Agility is a skill considered to be important for many sports and has been defined as “a rapid whole-body movement with change of velocity or direction in response to a stimulus” [1]. Although there are alternative definitions in the sport science literature, it is generally accepted that agility has both movement and reactive elements, whereas predetermined change-of-direction (COD) tasks without a requirement to react to a stimulus are described as COD ability [2].

In invasion sports such as all codes of football, agility is important for an attacker to evade defenders to maintain possession. It requires the use of diverse footwork strategies performed at various speeds and angles and may involve deceptive actions. Conversely for defenders, agility is important to allow players to move quickly and accurately to block attackers, with the ultimate objective of taking possession of the ball. Therefore, in invasion sports, agility is a complex and varied open skill.

Pre-planned COD tasks are present in some sports. For example, cricket batters can score more than a single run by performing a 180° turn at each end of the pitch.

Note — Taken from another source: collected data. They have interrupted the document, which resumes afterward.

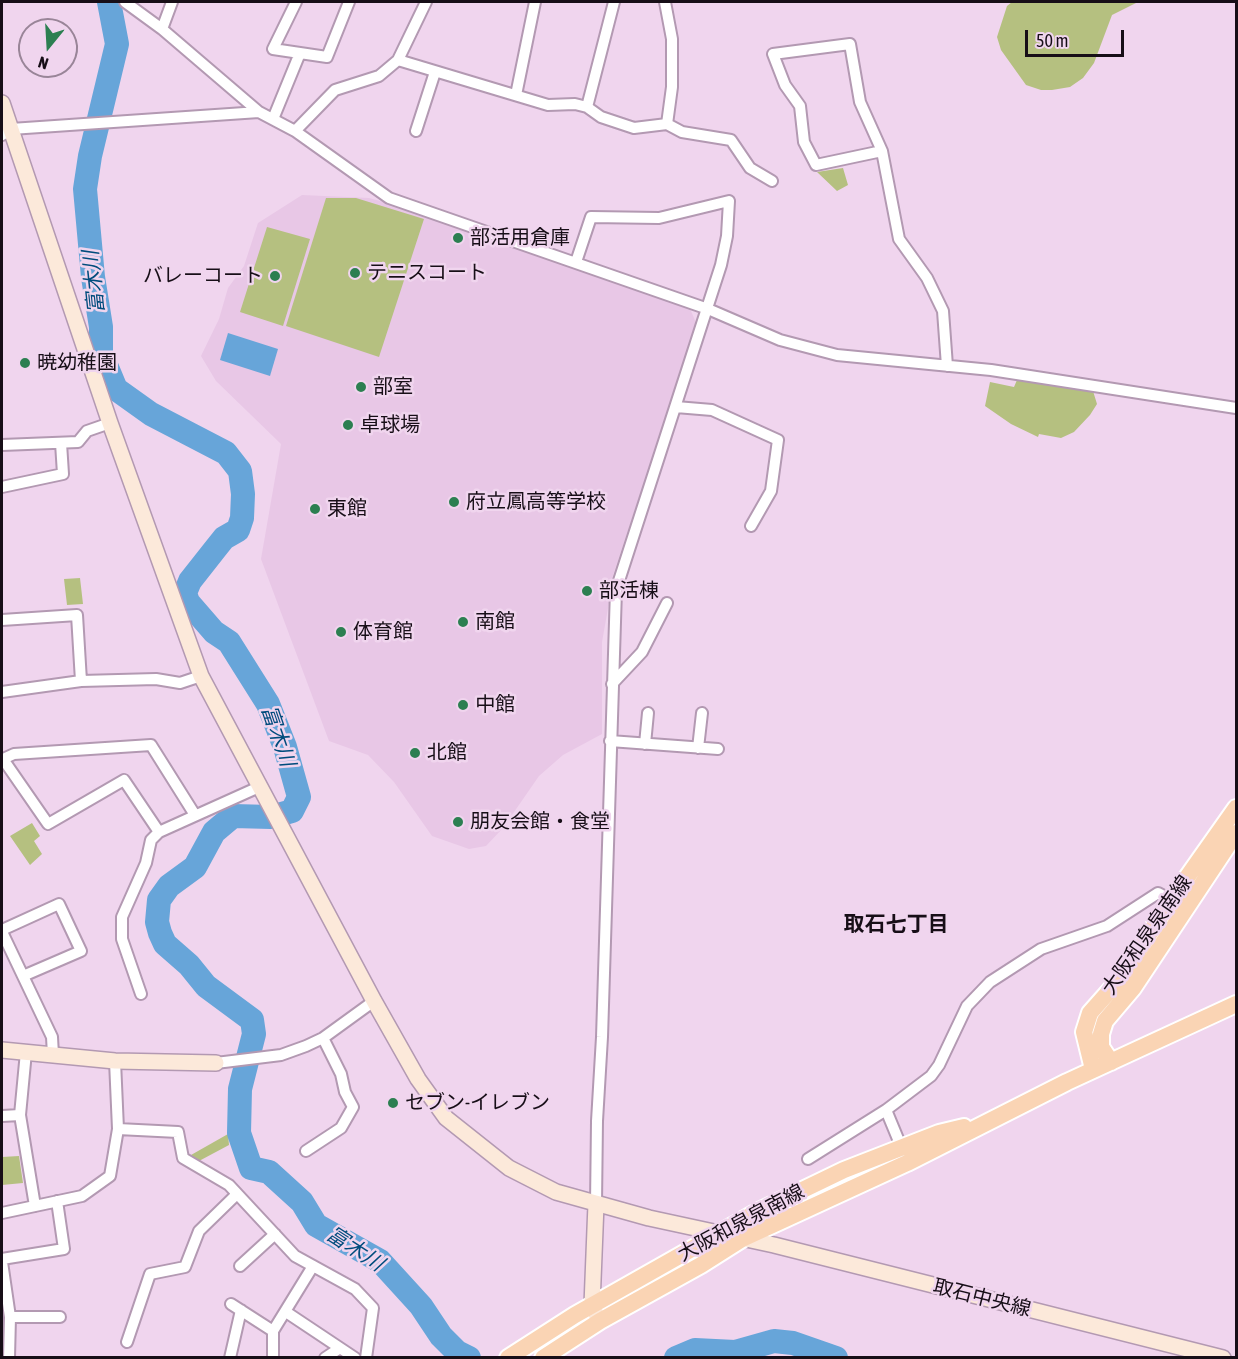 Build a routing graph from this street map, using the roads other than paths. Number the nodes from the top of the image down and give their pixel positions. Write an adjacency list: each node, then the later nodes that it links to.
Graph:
1 (125, 2): 9 (street)
2 (172, 2): 9 (street)
3 (296, 2): 10 (street)
4 (349, 2): 10 (street)
5 (426, 2): 11 (street)
6 (535, 2): 13 (street)
7 (614, 2): 15 (street)
8 (665, 2): 18 (street)
9 (162, 29): 16 (street)
10 (300, 53): 17 (street)
11 (398, 60): 12 (street); 20 (street)
12 (435, 72): 13 (street); 19 (street)
13 (516, 95): 15 (street)
14 (2, 103): 21 (street, 取石中央線)
15 (587, 107): 18 (street)
16 (259, 112): 17 (street); 21 (street)
17 (273, 119): 20 (street)
18 (667, 124): 23 (street)
19 (416, 130)
20 (295, 131): 24 (street)
21 (6, 132): 29 (street, 取石中央線)
22 (882, 151): 22 (street); 26 (street)
23 (772, 181)
24 (576, 262): 25 (street); 25 (street)
25 (708, 309): 26 (street); 27 (street)
26 (947, 366): 28 (street)
27 (676, 407): 33 (street); 38 (street)
28 (1236, 408)
29 (110, 423): 30 (street); 36 (street, 取石中央線)
30 (61, 443): 31 (street); 32 (street)
31 (2, 445)
32 (2, 487)
33 (752, 526)
34 (667, 603): 38 (street)
35 (2, 620): 37 (street)
36 (201, 676): 37 (street); 46 (street, 取石中央線)
37 (81, 681): 39 (street)
38 (612, 684): 42 (street)
39 (2, 692)
40 (648, 713): 43 (street)
41 (702, 713): 44 (street)
42 (610, 741): 43 (street); 74 (street)
43 (645, 744): 44 (street)
44 (698, 748): 45 (street)
45 (718, 749)
46 (260, 787): 48 (street); 55 (street, 取石中央線)
47 (1236, 808): 51 (main road, 大阪和泉泉南線)
48 (195, 815): 49 (street); 49 (street)
49 (159, 832): 54 (street)
50 (1236, 833): 62 (main road, 大阪和泉泉南線)
51 (1171, 900): 64 (main road, 大阪和泉泉南線); 65 (street)
52 (2, 931): 53 (street); 53 (street)
53 (23, 976): 60 (street)
54 (141, 994)
55 (374, 1001): 57 (street); 74 (street, 取石中央線)
56 (1236, 1004): 62 (main road, 大阪和泉泉南線)
57 (323, 1038): 63 (street); 69 (street)
58 (2, 1050): 59 (street)
59 (26, 1052): 60 (street); 66 (street)
60 (53, 1055): 61 (street)
61 (115, 1061): 63 (street); 68 (street)
62 (1112, 1062): 64 (main road, 大阪和泉泉南線)
63 (216, 1063)
64 (1093, 1070): 70 (main road, 大阪和泉泉南線)
65 (886, 1110): 70 (street); 71 (street)
66 (20, 1115): 67 (street); 75 (street)
67 (2, 1116)
68 (118, 1129): 72 (street); 73 (street)
69 (306, 1151)
70 (904, 1155): 78 (main road, 大阪和泉泉南線); 79 (main road, 大阪和泉泉南線)
71 (808, 1159)
72 (237, 1194): 77 (street); 90 (street)
73 (57, 1201): 75 (street); 80 (street)
74 (596, 1204): 78 (street, 取石中央線); 86 (street)
75 (35, 1206): 76 (street)
76 (2, 1213)
77 (275, 1234): 81 (street); 82 (street)
78 (718, 1234): 79 (street, 取石中央線); 86 (main road, 大阪和泉泉南線)
79 (742, 1239): 86 (main road, 大阪和泉泉南線); 100 (street, 取石中央線)
80 (2, 1260): 87 (street)
81 (240, 1266)
82 (314, 1266): 85 (street); 97 (street)
83 (231, 1304): 84 (street)
84 (241, 1310): 89 (street); 93 (street)
85 (286, 1311): 89 (street); 91 (street)
86 (596, 1313): 98 (main road, 大阪和泉泉南線); 99 (main road, 大阪和泉泉南線)
87 (10, 1317): 88 (street); 92 (street)
88 (60, 1317)
89 (273, 1331): 94 (street)
90 (127, 1342)
91 (340, 1348): 95 (street); 96 (street)
92 (9, 1358)
93 (230, 1358)
94 (273, 1358)
95 (325, 1358)
96 (355, 1358)
97 (366, 1358)
98 (508, 1358)
99 (543, 1358)
100 (1223, 1358)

To perform this effectively, the player must visually target the crease, adjust the steps, and decelerate before stopping and reaccelerating in the opposite direction. It is a movement whereby the choice of technique that will be performed and the location and timing of the movement can be pre-planned. This stereotypical COD scenario has been replicated and assessed with a test such as the “505” [3]. However, most other COD tests do not target the footwork demands of particular sports and appear to be rather generic in nature. An example is the Illinois agility test, which requires the athlete to execute nine changes of direction by weaving around cones in a predetermined path as fast as possible. Tests requiring multiple changes of direction around obstacles may also be described as tests of “manoeuvrability” [4].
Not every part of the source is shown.